- Opening Delimiter -
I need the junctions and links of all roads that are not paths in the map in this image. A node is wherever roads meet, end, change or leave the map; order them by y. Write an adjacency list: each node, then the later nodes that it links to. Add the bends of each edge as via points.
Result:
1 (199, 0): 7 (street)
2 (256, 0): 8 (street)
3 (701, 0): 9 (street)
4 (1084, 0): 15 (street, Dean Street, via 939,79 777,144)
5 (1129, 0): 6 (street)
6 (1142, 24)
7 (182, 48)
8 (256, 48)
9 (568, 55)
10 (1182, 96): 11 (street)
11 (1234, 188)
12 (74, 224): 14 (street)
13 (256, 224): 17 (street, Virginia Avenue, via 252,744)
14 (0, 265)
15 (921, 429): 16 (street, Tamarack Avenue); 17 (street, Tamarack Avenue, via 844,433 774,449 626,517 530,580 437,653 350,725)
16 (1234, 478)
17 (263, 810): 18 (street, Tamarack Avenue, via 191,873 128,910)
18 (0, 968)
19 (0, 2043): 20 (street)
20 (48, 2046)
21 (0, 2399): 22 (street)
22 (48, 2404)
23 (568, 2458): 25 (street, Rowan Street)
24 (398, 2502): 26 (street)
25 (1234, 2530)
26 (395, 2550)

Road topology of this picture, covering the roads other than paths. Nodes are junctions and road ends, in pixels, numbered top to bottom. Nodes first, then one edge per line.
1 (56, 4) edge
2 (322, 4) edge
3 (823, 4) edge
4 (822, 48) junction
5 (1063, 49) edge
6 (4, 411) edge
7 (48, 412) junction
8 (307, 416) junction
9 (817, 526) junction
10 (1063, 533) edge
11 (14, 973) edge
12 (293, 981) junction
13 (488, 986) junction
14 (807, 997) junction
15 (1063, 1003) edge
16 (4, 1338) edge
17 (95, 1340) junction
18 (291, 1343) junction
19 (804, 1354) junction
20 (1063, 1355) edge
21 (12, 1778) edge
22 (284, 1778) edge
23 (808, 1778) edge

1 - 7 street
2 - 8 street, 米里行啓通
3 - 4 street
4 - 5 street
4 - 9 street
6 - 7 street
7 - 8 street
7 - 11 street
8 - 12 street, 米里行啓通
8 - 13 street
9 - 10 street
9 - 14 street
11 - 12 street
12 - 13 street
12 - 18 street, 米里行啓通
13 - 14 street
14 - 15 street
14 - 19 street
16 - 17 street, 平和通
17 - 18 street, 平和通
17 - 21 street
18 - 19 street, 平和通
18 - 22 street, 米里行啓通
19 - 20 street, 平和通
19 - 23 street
- Closing Delimiter -
> INSTRUCTIONS TO FOLLOW: Transcribe each entry verbatim, leaving none out.

> WRITTEN ANSWER:
I need the junctions and links of all roads that are not paths in the map in this image. A node is wherever roads meet, end, change or leave the map; order them by y. Write an adjacency list: each node, then the later nodes that it links to. Add the bends of each edge as via points.
Result:
1 (199, 0): 7 (street)
2 (256, 0): 8 (street)
3 (701, 0): 9 (street)
4 (1084, 0): 15 (street, Dean Street, via 939,79 777,144)
5 (1129, 0): 6 (street)
6 (1142, 24)
7 (182, 48)
8 (256, 48)
9 (568, 55)
10 (1182, 96): 11 (street)
11 (1234, 188)
12 (74, 224): 14 (street)
13 (256, 224): 17 (street, Virginia Avenue, via 252,744)
14 (0, 265)
15 (921, 429): 16 (street, Tamarack Avenue); 17 (street, Tamarack Avenue, via 844,433 774,449 626,517 530,580 437,653 350,725)
16 (1234, 478)
17 (263, 810): 18 (street, Tamarack Avenue, via 191,873 128,910)
18 (0, 968)
19 (0, 2043): 20 (street)
20 (48, 2046)
21 (0, 2399): 22 (street)
22 (48, 2404)
23 (568, 2458): 25 (street, Rowan Street)
24 (398, 2502): 26 (street)
25 (1234, 2530)
26 (395, 2550)

Road topology of this picture, covering the roads other than paths. Nodes are junctions and road ends, in pixels, numbered top to bottom. Nodes first, then one edge per line.
1 (56, 4) edge
2 (322, 4) edge
3 (823, 4) edge
4 (822, 48) junction
5 (1063, 49) edge
6 (4, 411) edge
7 (48, 412) junction
8 (307, 416) junction
9 (817, 526) junction
10 (1063, 533) edge
11 (14, 973) edge
12 (293, 981) junction
13 (488, 986) junction
14 (807, 997) junction
15 (1063, 1003) edge
16 (4, 1338) edge
17 (95, 1340) junction
18 (291, 1343) junction
19 (804, 1354) junction
20 (1063, 1355) edge
21 (12, 1778) edge
22 (284, 1778) edge
23 (808, 1778) edge

1 - 7 street
2 - 8 street, 米里行啓通
3 - 4 street
4 - 5 street
4 - 9 street
6 - 7 street
7 - 8 street
7 - 11 street
8 - 12 street, 米里行啓通
8 - 13 street
9 - 10 street
9 - 14 street
11 - 12 street
12 - 13 street
12 - 18 street, 米里行啓通
13 - 14 street
14 - 15 street
14 - 19 street
16 - 17 street, 平和通
17 - 18 street, 平和通
17 - 21 street
18 - 19 street, 平和通
18 - 22 street, 米里行啓通
19 - 20 street, 平和通
19 - 23 street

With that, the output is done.